As I mentioned yesterday in my Frozen II review, Joker is the sort of film that starts out as unnecessary. Origin stories are almost always bad ideas, particularly for villains, because they're repetitive ("villains aren't born, they're made" could describe literally every villain's backstory), and uninspired. Joker isn't spared this, even with an iconic character and an actor who has been one of the most exhilarating to watch this decade. We see Arthur as a victim, someone whom society has left behind, but his message is empty, and Todd Phillips feels like he's telling a story about issues he doesn't want to properly flesh out. The film is reliant on jump scares, violence, and twists, all signs of a script that doesn't really know what it's about.
The film has been attacked for demonizing mentally ill people (it does that-there's no way around it) by people more qualified than me to speak on the subject, but I do want to make sure that I also address the picture's hollowness. The movie improves in its second half, perhaps best with the encounter between Robert de Niro, who gets the toss-away role of Murray Franklin, and Phoenix's Arthur. De Niro is good in this movie, a nice complement to his work in The Irishman, and might be one of the few people who could get Phillips' expository dialogue out in one interview without it reading as too much of a plot crutch. But the fact that Phillips has to underline his ideas of income inequality and economic oppression in such an obvious way indicates that he didn't have any confidence in the story that's been told up until that point (and this happens late in the film). In a lot of ways Joker reminds me of Vice, another movie about a villain's origin, and the way that that picture constantly has to reiterate its opinions to the audience, not having any confidence we'll see the message the director is trying to achieve.

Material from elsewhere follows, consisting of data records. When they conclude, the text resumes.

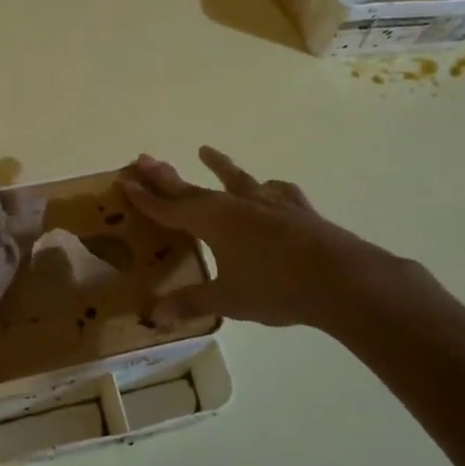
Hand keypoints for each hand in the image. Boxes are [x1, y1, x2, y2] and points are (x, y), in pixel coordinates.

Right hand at [121, 147, 457, 334]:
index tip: (123, 179)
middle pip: (193, 187)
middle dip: (166, 176)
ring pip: (236, 178)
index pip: (168, 207)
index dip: (144, 197)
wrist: (340, 279)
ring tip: (206, 150)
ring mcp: (269, 202)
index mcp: (212, 221)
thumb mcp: (227, 300)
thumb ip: (191, 302)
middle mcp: (236, 204)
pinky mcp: (298, 208)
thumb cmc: (275, 288)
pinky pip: (277, 192)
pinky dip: (268, 189)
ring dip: (219, 165)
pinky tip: (271, 188)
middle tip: (144, 158)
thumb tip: (154, 315)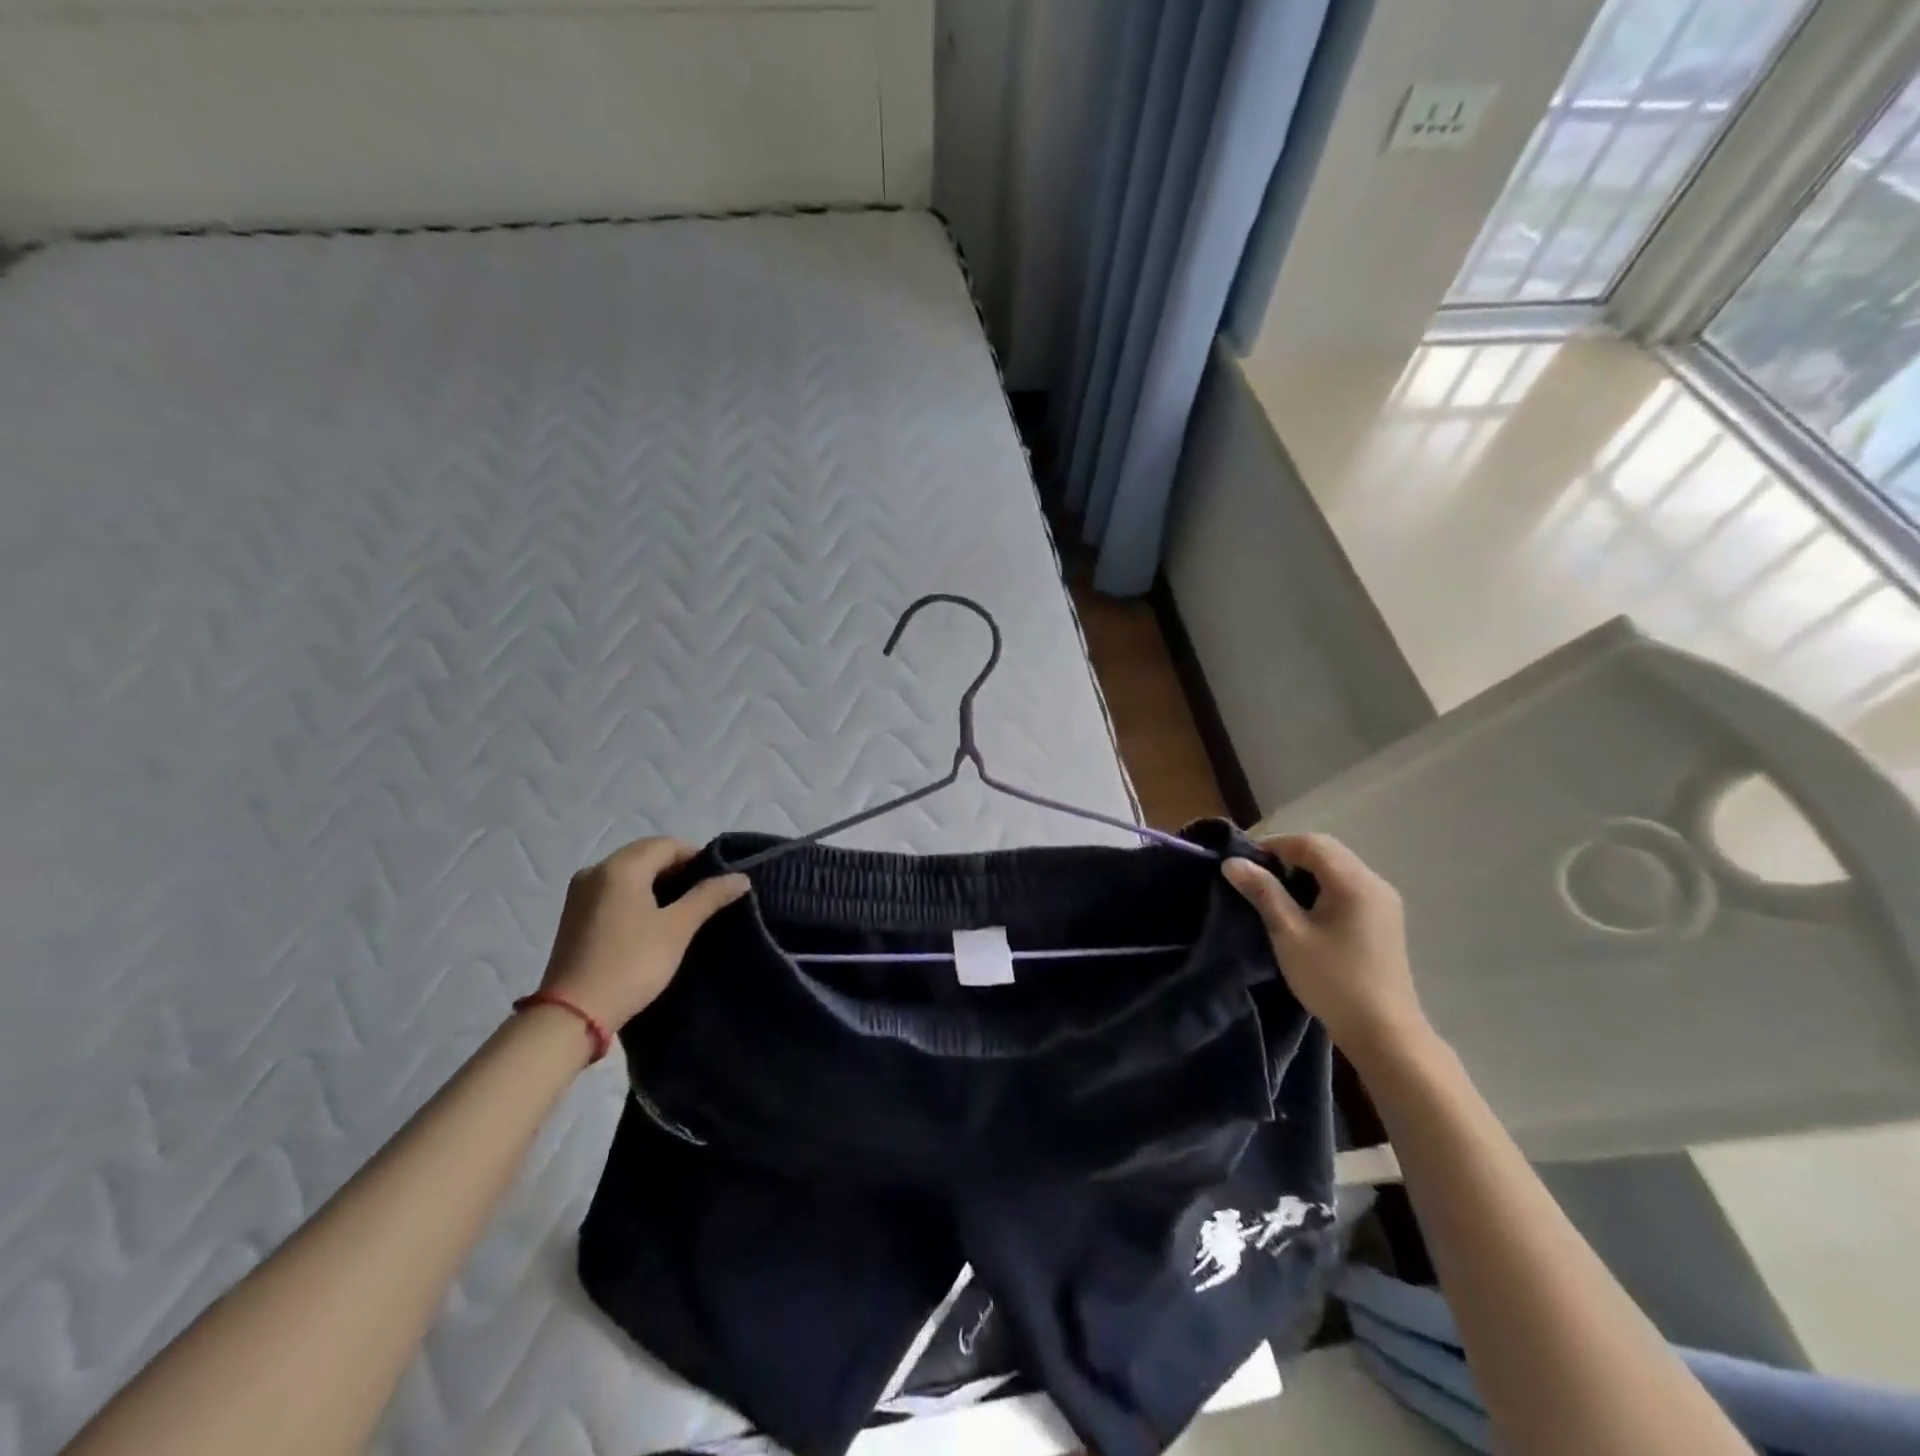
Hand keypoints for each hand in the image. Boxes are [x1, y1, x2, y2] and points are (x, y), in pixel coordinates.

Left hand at [539, 837, 748, 1030]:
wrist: (572, 1014)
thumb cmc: (631, 963)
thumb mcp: (677, 929)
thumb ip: (709, 896)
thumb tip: (741, 877)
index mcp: (621, 867)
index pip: (667, 844)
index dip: (697, 856)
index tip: (718, 879)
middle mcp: (596, 870)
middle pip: (645, 854)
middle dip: (677, 867)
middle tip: (704, 893)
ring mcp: (580, 892)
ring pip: (628, 871)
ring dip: (656, 880)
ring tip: (682, 906)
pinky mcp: (575, 914)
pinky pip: (613, 888)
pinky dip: (636, 893)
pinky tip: (652, 917)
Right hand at [1223, 833, 1429, 1064]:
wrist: (1384, 1032)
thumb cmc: (1332, 980)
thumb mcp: (1288, 933)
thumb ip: (1263, 892)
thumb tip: (1232, 862)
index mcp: (1354, 882)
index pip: (1310, 843)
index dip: (1274, 845)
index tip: (1245, 862)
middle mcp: (1374, 883)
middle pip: (1327, 851)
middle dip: (1289, 855)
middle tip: (1257, 876)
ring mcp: (1383, 902)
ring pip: (1338, 867)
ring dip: (1305, 870)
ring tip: (1275, 892)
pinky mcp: (1384, 919)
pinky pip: (1348, 886)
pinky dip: (1322, 886)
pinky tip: (1304, 910)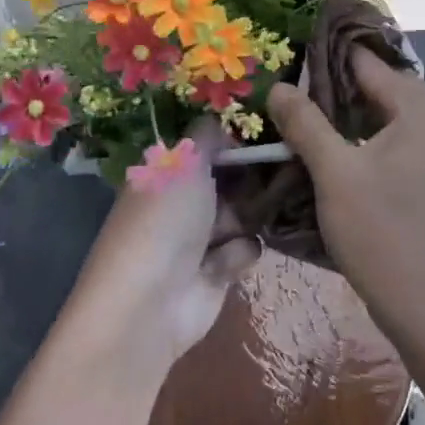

Phoenix will get an Oscar nomination for this, and I'm not entirely mad about that (I'm confident a lesser performance will get in along with him). He's good, though he's been considerably better in films like The Master or Her. I do feel like more of Arthur was surface-level than others are giving Phoenix credit for-this is a physical performance, one that requires a lot of discipline with Phoenix's actions & body, which he achieves, but in the process it makes the softer moments for Arthur (like the sequence where he chooses not to kill the coworker who has been kind to him despite that ensuring he can no longer maintain his innocence) more two-dimensional, his confessions feeling bereft of the depth Phoenix has shown in past work. I worry if he wins the Oscar for this part (which could happen-it's that kind of role), it will be for a performance that will be well-remembered, but ultimately is only 60% of what it could have been. Given a better script & a director more focused on Arthur and less on "Arthur finding the Joker," Phoenix could have given a meaningful interpretation that would rival Heath Ledger's Joker. In reality, his is just a good imitation, landing decidedly in the middle of the "Joker Pack," but not as iconic as the gifs and memes from this movie would suggest.